All records should be reproduced verbatim.

-- Stored data --

* * * * *

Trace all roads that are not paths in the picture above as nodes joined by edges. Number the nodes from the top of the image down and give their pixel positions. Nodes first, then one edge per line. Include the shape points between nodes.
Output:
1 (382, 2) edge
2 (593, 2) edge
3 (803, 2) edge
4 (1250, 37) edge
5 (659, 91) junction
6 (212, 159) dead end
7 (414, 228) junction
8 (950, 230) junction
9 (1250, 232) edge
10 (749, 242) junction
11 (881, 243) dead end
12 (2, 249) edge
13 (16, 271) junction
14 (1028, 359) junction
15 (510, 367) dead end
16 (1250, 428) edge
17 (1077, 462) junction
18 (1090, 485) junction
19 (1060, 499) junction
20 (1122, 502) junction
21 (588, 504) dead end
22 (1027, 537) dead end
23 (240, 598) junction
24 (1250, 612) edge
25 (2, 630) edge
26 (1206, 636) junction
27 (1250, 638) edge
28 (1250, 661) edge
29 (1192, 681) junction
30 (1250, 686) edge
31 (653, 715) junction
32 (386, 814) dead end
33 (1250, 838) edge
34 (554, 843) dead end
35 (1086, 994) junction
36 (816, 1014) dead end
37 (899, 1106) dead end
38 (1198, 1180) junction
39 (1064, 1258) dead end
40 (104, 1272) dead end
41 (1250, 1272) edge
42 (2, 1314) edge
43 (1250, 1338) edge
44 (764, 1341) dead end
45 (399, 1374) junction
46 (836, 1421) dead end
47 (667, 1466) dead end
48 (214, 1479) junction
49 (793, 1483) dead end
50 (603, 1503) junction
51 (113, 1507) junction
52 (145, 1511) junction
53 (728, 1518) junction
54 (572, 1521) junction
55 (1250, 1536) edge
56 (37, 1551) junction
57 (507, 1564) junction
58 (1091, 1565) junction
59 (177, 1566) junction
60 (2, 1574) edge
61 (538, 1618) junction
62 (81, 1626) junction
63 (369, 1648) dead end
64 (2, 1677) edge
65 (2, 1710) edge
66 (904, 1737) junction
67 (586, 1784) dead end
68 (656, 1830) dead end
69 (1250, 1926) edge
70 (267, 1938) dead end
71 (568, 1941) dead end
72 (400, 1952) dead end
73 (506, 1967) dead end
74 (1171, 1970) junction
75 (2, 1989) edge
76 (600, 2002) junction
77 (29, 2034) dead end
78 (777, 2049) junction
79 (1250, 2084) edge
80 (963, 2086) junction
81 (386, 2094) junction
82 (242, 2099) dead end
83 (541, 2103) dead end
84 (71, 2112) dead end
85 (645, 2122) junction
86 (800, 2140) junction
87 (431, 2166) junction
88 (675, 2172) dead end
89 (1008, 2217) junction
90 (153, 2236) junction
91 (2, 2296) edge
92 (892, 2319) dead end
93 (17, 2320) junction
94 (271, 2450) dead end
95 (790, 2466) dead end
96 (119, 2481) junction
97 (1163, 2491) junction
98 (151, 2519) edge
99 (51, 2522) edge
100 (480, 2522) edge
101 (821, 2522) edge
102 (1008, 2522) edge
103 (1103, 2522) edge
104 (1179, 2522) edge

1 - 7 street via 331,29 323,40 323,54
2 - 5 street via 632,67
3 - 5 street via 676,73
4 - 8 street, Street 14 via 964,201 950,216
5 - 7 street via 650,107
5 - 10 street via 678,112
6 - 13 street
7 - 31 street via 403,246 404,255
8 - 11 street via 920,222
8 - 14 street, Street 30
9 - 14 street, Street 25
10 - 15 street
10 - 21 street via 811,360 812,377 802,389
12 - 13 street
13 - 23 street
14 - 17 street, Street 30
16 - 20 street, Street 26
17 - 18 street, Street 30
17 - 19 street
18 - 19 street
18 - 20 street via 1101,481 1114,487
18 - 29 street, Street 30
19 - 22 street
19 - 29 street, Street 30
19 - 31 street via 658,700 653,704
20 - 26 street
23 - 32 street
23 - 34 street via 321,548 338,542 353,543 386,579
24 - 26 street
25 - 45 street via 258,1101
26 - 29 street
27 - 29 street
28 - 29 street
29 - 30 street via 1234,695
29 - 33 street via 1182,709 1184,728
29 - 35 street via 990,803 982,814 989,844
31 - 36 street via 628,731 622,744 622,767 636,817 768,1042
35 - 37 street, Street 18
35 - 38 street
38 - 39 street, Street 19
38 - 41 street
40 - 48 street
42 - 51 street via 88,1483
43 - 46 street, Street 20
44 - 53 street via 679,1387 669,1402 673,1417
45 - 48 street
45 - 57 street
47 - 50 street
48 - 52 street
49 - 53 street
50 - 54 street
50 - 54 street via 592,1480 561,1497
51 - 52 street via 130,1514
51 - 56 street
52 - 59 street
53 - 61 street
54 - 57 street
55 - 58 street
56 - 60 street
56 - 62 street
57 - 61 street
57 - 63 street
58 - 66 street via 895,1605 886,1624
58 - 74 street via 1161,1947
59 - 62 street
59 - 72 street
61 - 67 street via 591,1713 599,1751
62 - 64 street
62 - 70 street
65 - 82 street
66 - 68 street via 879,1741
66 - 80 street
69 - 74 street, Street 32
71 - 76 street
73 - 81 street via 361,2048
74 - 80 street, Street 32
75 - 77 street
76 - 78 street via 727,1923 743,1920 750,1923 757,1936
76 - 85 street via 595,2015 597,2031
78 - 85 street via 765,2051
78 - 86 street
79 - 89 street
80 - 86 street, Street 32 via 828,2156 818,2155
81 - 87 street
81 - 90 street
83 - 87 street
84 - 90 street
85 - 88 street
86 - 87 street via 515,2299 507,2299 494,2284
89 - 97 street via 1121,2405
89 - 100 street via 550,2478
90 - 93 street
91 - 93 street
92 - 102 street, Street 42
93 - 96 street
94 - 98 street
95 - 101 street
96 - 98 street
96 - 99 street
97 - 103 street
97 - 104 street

* * * * *

-- Result --
Trace all roads that are not paths in the picture above as nodes joined by edges. Number the nodes from the top of the image down and give their pixel positions. Nodes first, then one edge per line. Include the shape points between nodes.
Output:
1 (382, 2) edge
2 (593, 2) edge
3 (803, 2) edge
4 (1250, 37) edge
5 (659, 91) junction
6 (212, 159) dead end
7 (414, 228) junction
8 (950, 230) junction
9 (1250, 232) edge
10 (749, 242) junction
11 (881, 243) dead end
12 (2, 249) edge
13 (16, 271) junction
14 (1028, 359) junction
15 (510, 367) dead end
16 (1250, 428) edge
17 (1077, 462) junction
18 (1090, 485) junction
19 (1060, 499) junction
20 (1122, 502) junction
21 (588, 504) dead end
22 (1027, 537) dead end
23 (240, 598) junction
24 (1250, 612) edge
25 (2, 630) edge
26 (1206, 636) junction
27 (1250, 638) edge
28 (1250, 661) edge
29 (1192, 681) junction
30 (1250, 686) edge
31 (653, 715) junction
32 (386, 814) dead end
33 (1250, 838) edge
34 (554, 843) dead end
35 (1086, 994) junction
36 (816, 1014) dead end
37 (899, 1106) dead end
38 (1198, 1180) junction
39 (1064, 1258) dead end
40 (104, 1272) dead end
41 (1250, 1272) edge
42 (2, 1314) edge
43 (1250, 1338) edge
44 (764, 1341) dead end
45 (399, 1374) junction
46 (836, 1421) dead end
47 (667, 1466) dead end
48 (214, 1479) junction
49 (793, 1483) dead end
50 (603, 1503) junction
51 (113, 1507) junction
52 (145, 1511) junction
53 (728, 1518) junction
54 (572, 1521) junction
55 (1250, 1536) edge
56 (37, 1551) junction
57 (507, 1564) junction
58 (1091, 1565) junction
59 (177, 1566) junction
60 (2, 1574) edge
61 (538, 1618) junction
62 (81, 1626) junction
63 (369, 1648) dead end
64 (2, 1677) edge
65 (2, 1710) edge
66 (904, 1737) junction
67 (586, 1784) dead end
68 (656, 1830) dead end
69 (1250, 1926) edge
70 (267, 1938) dead end
71 (568, 1941) dead end
72 (400, 1952) dead end
73 (506, 1967) dead end
74 (1171, 1970) junction
75 (2, 1989) edge
76 (600, 2002) junction
77 (29, 2034) dead end
78 (777, 2049) junction
79 (1250, 2084) edge
80 (963, 2086) junction
81 (386, 2094) junction
82 (242, 2099) dead end
83 (541, 2103) dead end
84 (71, 2112) dead end
85 (645, 2122) junction
86 (800, 2140) junction
87 (431, 2166) junction
88 (675, 2172) dead end
89 (1008, 2217) junction
90 (153, 2236) junction
91 (2, 2296) edge
92 (892, 2319) dead end
93 (17, 2320) junction
94 (271, 2450) dead end
95 (790, 2466) dead end
96 (119, 2481) junction
97 (1163, 2491) junction
98 (151, 2519) edge
99 (51, 2522) edge
100 (480, 2522) edge
101 (821, 2522) edge
102 (1008, 2522) edge
103 (1103, 2522) edge
104 (1179, 2522) edge

1 - 7 street via 331,29 323,40 323,54
2 - 5 street via 632,67
3 - 5 street via 676,73
4 - 8 street, Street 14 via 964,201 950,216
5 - 7 street via 650,107
5 - 10 street via 678,112
6 - 13 street
7 - 31 street via 403,246 404,255
8 - 11 street via 920,222
8 - 14 street, Street 30
9 - 14 street, Street 25
10 - 15 street
10 - 21 street via 811,360 812,377 802,389
12 - 13 street
13 - 23 street
14 - 17 street, Street 30
16 - 20 street, Street 26
17 - 18 street, Street 30
17 - 19 street
18 - 19 street
18 - 20 street via 1101,481 1114,487
18 - 29 street, Street 30
19 - 22 street
19 - 29 street, Street 30
19 - 31 street via 658,700 653,704
20 - 26 street
23 - 32 street
23 - 34 street via 321,548 338,542 353,543 386,579
24 - 26 street
25 - 45 street via 258,1101
26 - 29 street
27 - 29 street
28 - 29 street
29 - 30 street via 1234,695
29 - 33 street via 1182,709 1184,728
29 - 35 street via 990,803 982,814 989,844
31 - 36 street via 628,731 622,744 622,767 636,817 768,1042
35 - 37 street, Street 18
35 - 38 street
38 - 39 street, Street 19
38 - 41 street
40 - 48 street
42 - 51 street via 88,1483
43 - 46 street, Street 20
44 - 53 street via 679,1387 669,1402 673,1417
45 - 48 street
45 - 57 street
47 - 50 street
48 - 52 street
49 - 53 street
50 - 54 street
50 - 54 street via 592,1480 561,1497
51 - 52 street via 130,1514
51 - 56 street
52 - 59 street
53 - 61 street
54 - 57 street
55 - 58 street
56 - 60 street
56 - 62 street
57 - 61 street
57 - 63 street
58 - 66 street via 895,1605 886,1624
58 - 74 street via 1161,1947
59 - 62 street
59 - 72 street
61 - 67 street via 591,1713 599,1751
62 - 64 street
62 - 70 street
65 - 82 street
66 - 68 street via 879,1741
66 - 80 street
69 - 74 street, Street 32
71 - 76 street
73 - 81 street via 361,2048
74 - 80 street, Street 32
75 - 77 street
76 - 78 street via 727,1923 743,1920 750,1923 757,1936
76 - 85 street via 595,2015 597,2031
78 - 85 street via 765,2051
78 - 86 street
79 - 89 street
80 - 86 street, Street 32 via 828,2156 818,2155
81 - 87 street
81 - 90 street
83 - 87 street
84 - 90 street
85 - 88 street
86 - 87 street via 515,2299 507,2299 494,2284
89 - 97 street via 1121,2405
89 - 100 street via 550,2478
90 - 93 street
91 - 93 street
92 - 102 street, Street 42
93 - 96 street
94 - 98 street
95 - 101 street
96 - 98 street
96 - 99 street
97 - 103 street
97 - 104 street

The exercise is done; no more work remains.